#### ABOUT THIS EXERCISE
Scan the lines below for "pixel" and copy the matches.

#### RECORDS FOR PROCESSING
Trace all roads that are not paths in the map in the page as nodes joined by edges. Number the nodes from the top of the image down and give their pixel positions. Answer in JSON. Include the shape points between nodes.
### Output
==
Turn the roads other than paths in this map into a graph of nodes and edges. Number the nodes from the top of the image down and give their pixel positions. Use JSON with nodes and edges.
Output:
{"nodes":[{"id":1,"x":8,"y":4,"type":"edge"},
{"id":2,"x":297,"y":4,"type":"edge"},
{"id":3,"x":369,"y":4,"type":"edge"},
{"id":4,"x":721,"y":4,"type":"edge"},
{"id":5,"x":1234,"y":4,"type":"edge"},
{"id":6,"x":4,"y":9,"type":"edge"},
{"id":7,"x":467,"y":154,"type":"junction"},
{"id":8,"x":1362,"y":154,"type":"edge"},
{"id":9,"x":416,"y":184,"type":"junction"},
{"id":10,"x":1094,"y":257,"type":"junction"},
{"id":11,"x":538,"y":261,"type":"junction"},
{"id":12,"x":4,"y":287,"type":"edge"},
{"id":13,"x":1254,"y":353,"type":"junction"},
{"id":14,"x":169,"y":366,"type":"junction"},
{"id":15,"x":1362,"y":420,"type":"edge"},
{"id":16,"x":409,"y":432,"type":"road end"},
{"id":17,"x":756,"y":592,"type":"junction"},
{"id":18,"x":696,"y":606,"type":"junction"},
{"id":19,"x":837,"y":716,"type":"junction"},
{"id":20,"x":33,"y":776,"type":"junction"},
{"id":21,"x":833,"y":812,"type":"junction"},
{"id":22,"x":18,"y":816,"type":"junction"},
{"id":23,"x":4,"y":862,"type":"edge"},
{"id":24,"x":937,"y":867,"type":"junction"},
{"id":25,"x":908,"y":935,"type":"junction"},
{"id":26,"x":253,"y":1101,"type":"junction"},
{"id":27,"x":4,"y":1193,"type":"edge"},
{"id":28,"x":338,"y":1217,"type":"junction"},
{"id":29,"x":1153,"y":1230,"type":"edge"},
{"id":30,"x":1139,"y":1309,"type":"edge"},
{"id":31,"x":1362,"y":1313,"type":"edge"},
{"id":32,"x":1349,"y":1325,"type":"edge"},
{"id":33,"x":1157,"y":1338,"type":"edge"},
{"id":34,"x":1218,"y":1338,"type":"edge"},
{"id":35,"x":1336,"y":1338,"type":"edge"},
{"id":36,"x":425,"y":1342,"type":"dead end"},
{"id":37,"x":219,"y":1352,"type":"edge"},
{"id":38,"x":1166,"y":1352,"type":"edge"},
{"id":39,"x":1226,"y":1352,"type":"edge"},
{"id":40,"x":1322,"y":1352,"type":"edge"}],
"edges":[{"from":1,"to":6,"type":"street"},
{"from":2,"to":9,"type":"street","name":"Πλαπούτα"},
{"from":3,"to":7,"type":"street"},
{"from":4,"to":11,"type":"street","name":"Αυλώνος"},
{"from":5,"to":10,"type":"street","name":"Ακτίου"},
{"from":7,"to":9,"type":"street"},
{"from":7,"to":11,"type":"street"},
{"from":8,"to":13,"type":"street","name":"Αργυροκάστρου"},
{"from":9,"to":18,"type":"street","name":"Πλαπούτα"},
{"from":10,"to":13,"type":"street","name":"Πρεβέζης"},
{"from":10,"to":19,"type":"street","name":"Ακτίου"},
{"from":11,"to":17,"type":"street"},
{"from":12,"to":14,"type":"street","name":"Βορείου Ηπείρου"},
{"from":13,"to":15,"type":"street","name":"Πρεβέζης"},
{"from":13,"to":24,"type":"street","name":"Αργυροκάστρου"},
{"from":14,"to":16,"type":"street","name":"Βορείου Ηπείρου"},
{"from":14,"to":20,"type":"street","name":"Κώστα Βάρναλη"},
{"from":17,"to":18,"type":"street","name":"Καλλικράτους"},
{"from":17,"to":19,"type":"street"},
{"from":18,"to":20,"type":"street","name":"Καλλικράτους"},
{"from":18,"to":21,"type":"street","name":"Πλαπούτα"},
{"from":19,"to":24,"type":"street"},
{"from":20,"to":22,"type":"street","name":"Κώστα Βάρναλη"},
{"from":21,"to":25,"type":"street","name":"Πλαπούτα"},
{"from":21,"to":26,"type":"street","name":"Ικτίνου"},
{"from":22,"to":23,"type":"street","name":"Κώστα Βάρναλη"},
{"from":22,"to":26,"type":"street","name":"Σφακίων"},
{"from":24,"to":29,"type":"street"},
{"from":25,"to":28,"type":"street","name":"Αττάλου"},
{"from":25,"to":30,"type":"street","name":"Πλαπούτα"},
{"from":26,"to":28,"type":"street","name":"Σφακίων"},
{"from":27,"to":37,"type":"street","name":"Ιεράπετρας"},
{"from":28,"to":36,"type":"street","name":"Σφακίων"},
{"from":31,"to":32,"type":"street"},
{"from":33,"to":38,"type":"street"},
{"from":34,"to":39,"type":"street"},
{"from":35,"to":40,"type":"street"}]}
==
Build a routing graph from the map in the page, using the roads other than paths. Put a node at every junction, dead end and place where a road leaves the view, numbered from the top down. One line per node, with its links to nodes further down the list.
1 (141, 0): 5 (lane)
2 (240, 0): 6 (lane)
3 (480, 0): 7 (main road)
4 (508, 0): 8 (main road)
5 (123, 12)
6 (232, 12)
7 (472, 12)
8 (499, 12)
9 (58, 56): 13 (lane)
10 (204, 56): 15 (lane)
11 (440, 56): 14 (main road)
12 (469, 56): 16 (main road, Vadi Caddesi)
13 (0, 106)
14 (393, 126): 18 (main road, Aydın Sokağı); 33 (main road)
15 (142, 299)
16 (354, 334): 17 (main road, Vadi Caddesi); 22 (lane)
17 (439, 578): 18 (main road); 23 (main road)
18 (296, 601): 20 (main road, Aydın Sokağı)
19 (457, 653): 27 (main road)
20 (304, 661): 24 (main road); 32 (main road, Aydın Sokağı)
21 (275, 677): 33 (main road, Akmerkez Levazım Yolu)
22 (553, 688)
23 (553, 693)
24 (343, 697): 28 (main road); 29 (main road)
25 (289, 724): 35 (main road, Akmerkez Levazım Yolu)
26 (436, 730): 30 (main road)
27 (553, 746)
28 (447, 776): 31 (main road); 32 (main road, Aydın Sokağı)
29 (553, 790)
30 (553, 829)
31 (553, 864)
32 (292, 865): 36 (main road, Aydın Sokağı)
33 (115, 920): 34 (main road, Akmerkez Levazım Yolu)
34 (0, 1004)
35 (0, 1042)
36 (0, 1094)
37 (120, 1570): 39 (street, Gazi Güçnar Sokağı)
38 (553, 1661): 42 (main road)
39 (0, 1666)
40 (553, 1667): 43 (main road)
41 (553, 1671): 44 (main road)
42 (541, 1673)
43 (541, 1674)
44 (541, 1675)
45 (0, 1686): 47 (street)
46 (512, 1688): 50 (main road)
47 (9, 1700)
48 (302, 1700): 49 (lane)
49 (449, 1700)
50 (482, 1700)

#### FINAL ANSWER
Trace all roads that are not paths in the map in the page as nodes joined by edges. Number the nodes from the top of the image down and give their pixel positions. Answer in JSON. Include the shape points between nodes.
Turn the roads other than paths in this map into a graph of nodes and edges. Number the nodes from the top of the image down and give their pixel positions. Use JSON with nodes and edges.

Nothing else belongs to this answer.